== EXERCISE OBJECTIVE ==
Restate the records underneath, keeping each one exactly the same.

== DATA PROVIDED ==
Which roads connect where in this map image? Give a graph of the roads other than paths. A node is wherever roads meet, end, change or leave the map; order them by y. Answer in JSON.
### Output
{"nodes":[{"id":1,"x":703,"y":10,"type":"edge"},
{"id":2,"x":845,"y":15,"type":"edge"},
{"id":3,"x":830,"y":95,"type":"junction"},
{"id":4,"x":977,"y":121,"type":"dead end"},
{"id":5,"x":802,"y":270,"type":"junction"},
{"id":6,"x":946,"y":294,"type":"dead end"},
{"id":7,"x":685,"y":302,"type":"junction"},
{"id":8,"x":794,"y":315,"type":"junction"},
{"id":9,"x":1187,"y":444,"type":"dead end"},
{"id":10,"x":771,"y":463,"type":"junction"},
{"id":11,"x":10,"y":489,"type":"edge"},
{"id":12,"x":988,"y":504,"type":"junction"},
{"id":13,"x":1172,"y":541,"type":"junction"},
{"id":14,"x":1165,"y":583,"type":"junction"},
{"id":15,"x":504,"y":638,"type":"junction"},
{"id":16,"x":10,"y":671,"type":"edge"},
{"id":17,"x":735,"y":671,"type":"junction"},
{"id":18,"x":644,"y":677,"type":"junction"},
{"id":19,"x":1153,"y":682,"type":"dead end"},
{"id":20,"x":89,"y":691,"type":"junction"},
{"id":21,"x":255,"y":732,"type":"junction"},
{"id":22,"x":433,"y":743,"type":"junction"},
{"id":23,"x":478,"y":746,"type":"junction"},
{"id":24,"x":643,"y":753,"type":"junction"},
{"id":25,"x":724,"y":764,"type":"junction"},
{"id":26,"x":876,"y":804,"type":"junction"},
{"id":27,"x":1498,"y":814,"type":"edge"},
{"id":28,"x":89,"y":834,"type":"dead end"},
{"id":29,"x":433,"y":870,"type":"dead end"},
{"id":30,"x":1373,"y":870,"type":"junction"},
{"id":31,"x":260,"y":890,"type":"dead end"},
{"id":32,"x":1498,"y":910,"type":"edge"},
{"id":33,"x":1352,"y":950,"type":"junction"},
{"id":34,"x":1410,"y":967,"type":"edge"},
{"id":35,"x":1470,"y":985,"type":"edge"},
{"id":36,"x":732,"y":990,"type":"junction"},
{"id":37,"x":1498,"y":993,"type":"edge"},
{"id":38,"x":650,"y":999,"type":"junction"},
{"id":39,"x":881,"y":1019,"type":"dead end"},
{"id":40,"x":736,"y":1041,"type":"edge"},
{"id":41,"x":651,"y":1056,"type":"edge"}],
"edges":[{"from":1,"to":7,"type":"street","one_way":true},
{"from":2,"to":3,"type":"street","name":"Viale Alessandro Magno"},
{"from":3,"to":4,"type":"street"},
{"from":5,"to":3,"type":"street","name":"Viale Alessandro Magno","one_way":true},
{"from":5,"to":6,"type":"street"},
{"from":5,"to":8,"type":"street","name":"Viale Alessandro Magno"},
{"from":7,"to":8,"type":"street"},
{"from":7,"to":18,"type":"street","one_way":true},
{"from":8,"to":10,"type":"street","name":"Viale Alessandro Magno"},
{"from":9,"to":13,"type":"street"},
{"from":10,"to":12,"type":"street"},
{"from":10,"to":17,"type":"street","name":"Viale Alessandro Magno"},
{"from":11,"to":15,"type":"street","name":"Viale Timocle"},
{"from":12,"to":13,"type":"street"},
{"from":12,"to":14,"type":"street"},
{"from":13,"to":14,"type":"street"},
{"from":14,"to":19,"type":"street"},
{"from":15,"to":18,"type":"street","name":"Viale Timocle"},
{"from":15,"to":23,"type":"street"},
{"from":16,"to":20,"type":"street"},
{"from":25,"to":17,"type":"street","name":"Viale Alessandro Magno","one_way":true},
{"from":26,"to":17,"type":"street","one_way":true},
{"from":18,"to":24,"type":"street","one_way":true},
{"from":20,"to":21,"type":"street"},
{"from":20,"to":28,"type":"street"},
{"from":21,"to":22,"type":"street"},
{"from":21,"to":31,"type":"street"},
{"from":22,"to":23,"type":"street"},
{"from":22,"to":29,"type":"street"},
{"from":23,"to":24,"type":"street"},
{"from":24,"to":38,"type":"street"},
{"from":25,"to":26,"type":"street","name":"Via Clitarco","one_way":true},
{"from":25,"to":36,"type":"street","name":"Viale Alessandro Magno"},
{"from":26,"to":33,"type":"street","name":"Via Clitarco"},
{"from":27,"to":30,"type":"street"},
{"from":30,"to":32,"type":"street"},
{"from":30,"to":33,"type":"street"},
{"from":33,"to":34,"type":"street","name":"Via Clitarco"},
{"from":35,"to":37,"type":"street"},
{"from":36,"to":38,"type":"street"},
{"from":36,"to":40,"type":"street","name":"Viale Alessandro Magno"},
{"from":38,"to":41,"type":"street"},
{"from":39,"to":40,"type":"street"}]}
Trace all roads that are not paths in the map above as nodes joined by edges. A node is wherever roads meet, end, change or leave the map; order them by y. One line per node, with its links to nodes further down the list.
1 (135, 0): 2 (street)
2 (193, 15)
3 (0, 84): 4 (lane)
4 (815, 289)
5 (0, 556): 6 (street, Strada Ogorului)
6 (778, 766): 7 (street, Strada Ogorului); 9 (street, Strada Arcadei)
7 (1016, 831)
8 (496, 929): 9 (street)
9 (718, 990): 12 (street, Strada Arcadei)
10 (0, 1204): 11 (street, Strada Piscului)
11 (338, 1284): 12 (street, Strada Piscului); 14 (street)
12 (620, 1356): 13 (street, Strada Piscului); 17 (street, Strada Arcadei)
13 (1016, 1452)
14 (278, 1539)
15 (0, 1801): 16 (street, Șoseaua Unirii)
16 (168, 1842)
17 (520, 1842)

== ANSWER SECTION ==
Which roads connect where in this map image? Give a graph of the roads other than paths. A node is wherever roads meet, end, change or leave the map; order them by y. Answer in JSON.
### Output
{"nodes":[{"id":1,"x":703,"y":10,"type":"edge"},
{"id":2,"x":845,"y":15,"type":"edge"},
{"id":3,"x":830,"y":95,"type":"junction"},
{"id":4,"x":977,"y":121,"type":"dead end"},
{"id":5,"x":802,"y":270,"type":"junction"},
{"id":6,"x":946,"y":294,"type":"dead end"},
{"id":7,"x":685,"y":302,"type":"junction"},
{"id":8,"x":794,"y":315,"type":"junction"},
{"id":9,"x":1187,"y":444,"type":"dead end"},
{"id":10,"x":771,"y":463,"type":"junction"},
{"id":11,"x":10,"y":489,"type":"edge"},
{"id":12,"x":988,"y":504,"type":"junction"},
{"id":13,"x":1172,"y":541,"type":"junction"},
{"id":14,"x":1165,"y":583,"type":"junction"},
{"id":15,"x":504,"y":638,"type":"junction"},
{"id":16,"x":10,"y":671,"type":"edge"},
{"id":17,"x":735,"y":671,"type":"junction"},
{"id":18,"x":644,"y":677,"type":"junction"},
{"id":19,"x":1153,"y":682,"type":"dead end"},
{"id":20,"x":89,"y":691,"type":"junction"},
{"id":21,"x":255,"y":732,"type":"junction"},
{"id":22,"x":433,"y":743,"type":"junction"},
{"id":23,"x":478,"y":746,"type":"junction"},
{"id":24,"x":643,"y":753,"type":"junction"},
{"id":25,"x":724,"y":764,"type":"junction"},
{"id":26,"x":876,"y":804,"type":"junction"},
{"id":27,"x":1498,"y":814,"type":"edge"},
{"id":28,"x":89,"y":834,"type":"dead end"},
{"id":29,"x":433,"y":870,"type":"dead end"},
{"id":30,"x":1373,"y":870,"type":"junction"},
{"id":31,"x":260,"y":890,"type":"dead end"},
{"id":32,"x":1498,"y":910,"type":"edge"},
{"id":33,"x":1352,"y":950,"type":"junction"},
{"id":34,"x":1410,"y":967,"type":"edge"},
{"id":35,"x":1470,"y":985,"type":"edge"},
{"id":36,"x":732,"y":990,"type":"junction"},
{"id":37,"x":1498,"y":993,"type":"edge"},
{"id":38,"x":650,"y":999,"type":"junction"},
{"id":39,"x":881,"y":1019,"type":"dead end"},
{"id":40,"x":736,"y":1041,"type":"edge"},
{"id":41,"x":651,"y":1056,"type":"edge"}],
"edges":[{"from":1,"to":7,"type":"street","one_way":true},
{"from":2,"to":3,"type":"street","name":"Viale Alessandro Magno"},
{"from":3,"to":4,"type":"street"},
{"from":5,"to":3,"type":"street","name":"Viale Alessandro Magno","one_way":true},
{"from":5,"to":6,"type":"street"},
{"from":5,"to":8,"type":"street","name":"Viale Alessandro Magno"},
{"from":7,"to":8,"type":"street"},
{"from":7,"to":18,"type":"street","one_way":true},
{"from":8,"to":10,"type":"street","name":"Viale Alessandro Magno"},
{"from":9,"to":13,"type":"street"},
{"from":10,"to":12,"type":"street"},
{"from":10,"to":17,"type":"street","name":"Viale Alessandro Magno"},
{"from":11,"to":15,"type":"street","name":"Viale Timocle"},
{"from":12,"to":13,"type":"street"},
{"from":12,"to":14,"type":"street"},
{"from":13,"to":14,"type":"street"},
{"from":14,"to":19,"type":"street"},
{"from":15,"to":18,"type":"street","name":"Viale Timocle"},
{"from":15,"to":23,"type":"street"},
{"from":16,"to":20,"type":"street"},
{"from":25,"to":17,"type":"street","name":"Viale Alessandro Magno","one_way":true},
{"from":26,"to":17,"type":"street","one_way":true},
{"from":18,"to":24,"type":"street","one_way":true},
{"from":20,"to":21,"type":"street"},
{"from":20,"to":28,"type":"street"},
{"from":21,"to":22,"type":"street"},
{"from":21,"to":31,"type":"street"},
{"from":22,"to":23,"type":"street"},
{"from":22,"to":29,"type":"street"},
{"from":23,"to":24,"type":"street"},
{"from":24,"to":38,"type":"street"},
{"from":25,"to":26,"type":"street","name":"Via Clitarco","one_way":true},
{"from":25,"to":36,"type":"street","name":"Viale Alessandro Magno"},
{"from":26,"to":33,"type":"street","name":"Via Clitarco"},
{"from":27,"to":30,"type":"street"},
{"from":30,"to":32,"type":"street"},
{"from":30,"to":33,"type":"street"},
{"from":33,"to":34,"type":"street","name":"Via Clitarco"},
{"from":35,"to":37,"type":"street"},
{"from":36,"to":38,"type":"street"},
{"from":36,"to":40,"type":"street","name":"Viale Alessandro Magno"},
{"from":38,"to":41,"type":"street"},
{"from":39,"to":40,"type":"street"}]}
Trace all roads that are not paths in the map above as nodes joined by edges. A node is wherever roads meet, end, change or leave the map; order them by y. One line per node, with its links to nodes further down the list.
1 (135, 0): 2 (street)
2 (193, 15)
3 (0, 84): 4 (lane)
4 (815, 289)
5 (0, 556): 6 (street, Strada Ogorului)
6 (778, 766): 7 (street, Strada Ogorului); 9 (street, Strada Arcadei)
7 (1016, 831)
8 (496, 929): 9 (street)
9 (718, 990): 12 (street, Strada Arcadei)
10 (0, 1204): 11 (street, Strada Piscului)
11 (338, 1284): 12 (street, Strada Piscului); 14 (street)
12 (620, 1356): 13 (street, Strada Piscului); 17 (street, Strada Arcadei)
13 (1016, 1452)
14 (278, 1539)
15 (0, 1801): 16 (street, Șoseaua Unirii)
16 (168, 1842)
17 (520, 1842)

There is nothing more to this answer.